* [Study material]:
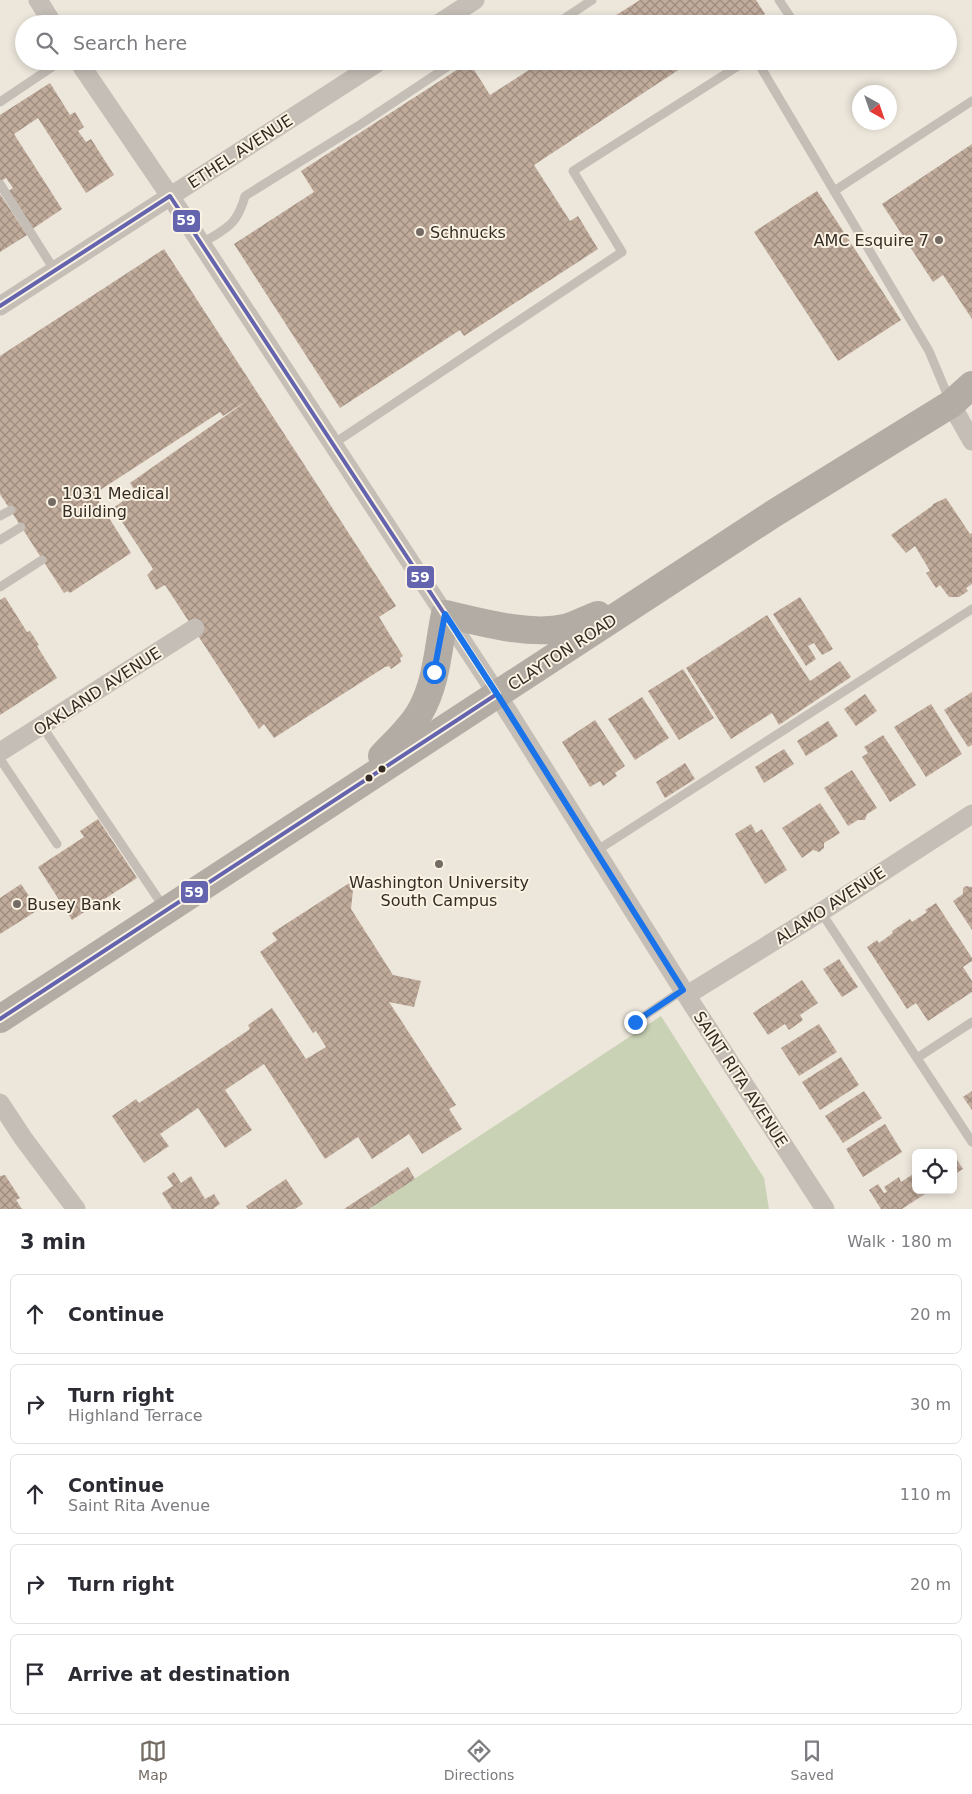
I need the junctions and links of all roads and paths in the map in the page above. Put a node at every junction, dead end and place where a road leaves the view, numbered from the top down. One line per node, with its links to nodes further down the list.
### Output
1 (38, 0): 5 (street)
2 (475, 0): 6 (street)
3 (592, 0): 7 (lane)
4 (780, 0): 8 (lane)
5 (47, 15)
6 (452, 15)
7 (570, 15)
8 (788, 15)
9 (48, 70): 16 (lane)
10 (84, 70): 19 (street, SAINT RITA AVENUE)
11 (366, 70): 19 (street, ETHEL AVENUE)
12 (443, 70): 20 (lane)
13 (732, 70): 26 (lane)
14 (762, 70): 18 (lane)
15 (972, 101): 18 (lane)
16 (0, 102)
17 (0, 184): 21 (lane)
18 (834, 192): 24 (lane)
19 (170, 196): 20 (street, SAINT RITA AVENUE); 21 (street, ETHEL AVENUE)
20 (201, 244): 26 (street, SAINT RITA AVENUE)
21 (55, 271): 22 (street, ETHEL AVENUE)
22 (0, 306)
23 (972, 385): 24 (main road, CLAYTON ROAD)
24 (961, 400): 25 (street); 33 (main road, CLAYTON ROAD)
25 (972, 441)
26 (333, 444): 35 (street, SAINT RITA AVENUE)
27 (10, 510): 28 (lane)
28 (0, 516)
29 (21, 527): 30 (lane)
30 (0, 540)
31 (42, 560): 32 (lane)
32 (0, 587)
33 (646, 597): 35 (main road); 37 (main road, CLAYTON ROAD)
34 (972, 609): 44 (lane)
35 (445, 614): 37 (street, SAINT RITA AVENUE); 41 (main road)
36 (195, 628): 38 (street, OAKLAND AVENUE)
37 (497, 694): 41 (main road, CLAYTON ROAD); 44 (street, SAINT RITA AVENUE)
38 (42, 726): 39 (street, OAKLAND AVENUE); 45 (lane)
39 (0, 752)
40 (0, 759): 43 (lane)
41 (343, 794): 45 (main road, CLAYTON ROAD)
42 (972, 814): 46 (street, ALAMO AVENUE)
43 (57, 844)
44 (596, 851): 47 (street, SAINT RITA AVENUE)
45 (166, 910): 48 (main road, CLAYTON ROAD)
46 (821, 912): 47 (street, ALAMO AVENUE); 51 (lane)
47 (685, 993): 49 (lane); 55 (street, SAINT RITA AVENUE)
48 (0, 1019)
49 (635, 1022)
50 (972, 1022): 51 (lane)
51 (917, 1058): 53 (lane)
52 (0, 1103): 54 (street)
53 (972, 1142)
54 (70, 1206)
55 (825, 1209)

* [Exercise objective]:
Could you retype every record exactly, leaving the pictures out?

* [Result for this exercise]:
I need the junctions and links of all roads and paths in the map in the page above. Put a node at every junction, dead end and place where a road leaves the view, numbered from the top down. One line per node, with its links to nodes further down the list.
### Output
1 (38, 0): 5 (street)
2 (475, 0): 6 (street)
3 (592, 0): 7 (lane)
4 (780, 0): 8 (lane)
5 (47, 15)
6 (452, 15)
7 (570, 15)
8 (788, 15)
9 (48, 70): 16 (lane)
10 (84, 70): 19 (street, SAINT RITA AVENUE)
11 (366, 70): 19 (street, ETHEL AVENUE)
12 (443, 70): 20 (lane)
13 (732, 70): 26 (lane)
14 (762, 70): 18 (lane)
15 (972, 101): 18 (lane)
16 (0, 102)
17 (0, 184): 21 (lane)
18 (834, 192): 24 (lane)
19 (170, 196): 20 (street, SAINT RITA AVENUE); 21 (street, ETHEL AVENUE)
20 (201, 244): 26 (street, SAINT RITA AVENUE)
21 (55, 271): 22 (street, ETHEL AVENUE)
22 (0, 306)
23 (972, 385): 24 (main road, CLAYTON ROAD)
24 (961, 400): 25 (street); 33 (main road, CLAYTON ROAD)
25 (972, 441)
26 (333, 444): 35 (street, SAINT RITA AVENUE)
27 (10, 510): 28 (lane)
28 (0, 516)
29 (21, 527): 30 (lane)
30 (0, 540)
31 (42, 560): 32 (lane)
32 (0, 587)
33 (646, 597): 35 (main road); 37 (main road, CLAYTON ROAD)
34 (972, 609): 44 (lane)
35 (445, 614): 37 (street, SAINT RITA AVENUE); 41 (main road)
36 (195, 628): 38 (street, OAKLAND AVENUE)
37 (497, 694): 41 (main road, CLAYTON ROAD); 44 (street, SAINT RITA AVENUE)
38 (42, 726): 39 (street, OAKLAND AVENUE); 45 (lane)
39 (0, 752)
40 (0, 759): 43 (lane)
41 (343, 794): 45 (main road, CLAYTON ROAD)
42 (972, 814): 46 (street, ALAMO AVENUE)
43 (57, 844)
44 (596, 851): 47 (street, SAINT RITA AVENUE)
45 (166, 910): 48 (main road, CLAYTON ROAD)
46 (821, 912): 47 (street, ALAMO AVENUE); 51 (lane)
47 (685, 993): 49 (lane); 55 (street, SAINT RITA AVENUE)
48 (0, 1019)
49 (635, 1022)
50 (972, 1022): 51 (lane)
51 (917, 1058): 53 (lane)
52 (0, 1103): 54 (street)
53 (972, 1142)
54 (70, 1206)
55 (825, 1209)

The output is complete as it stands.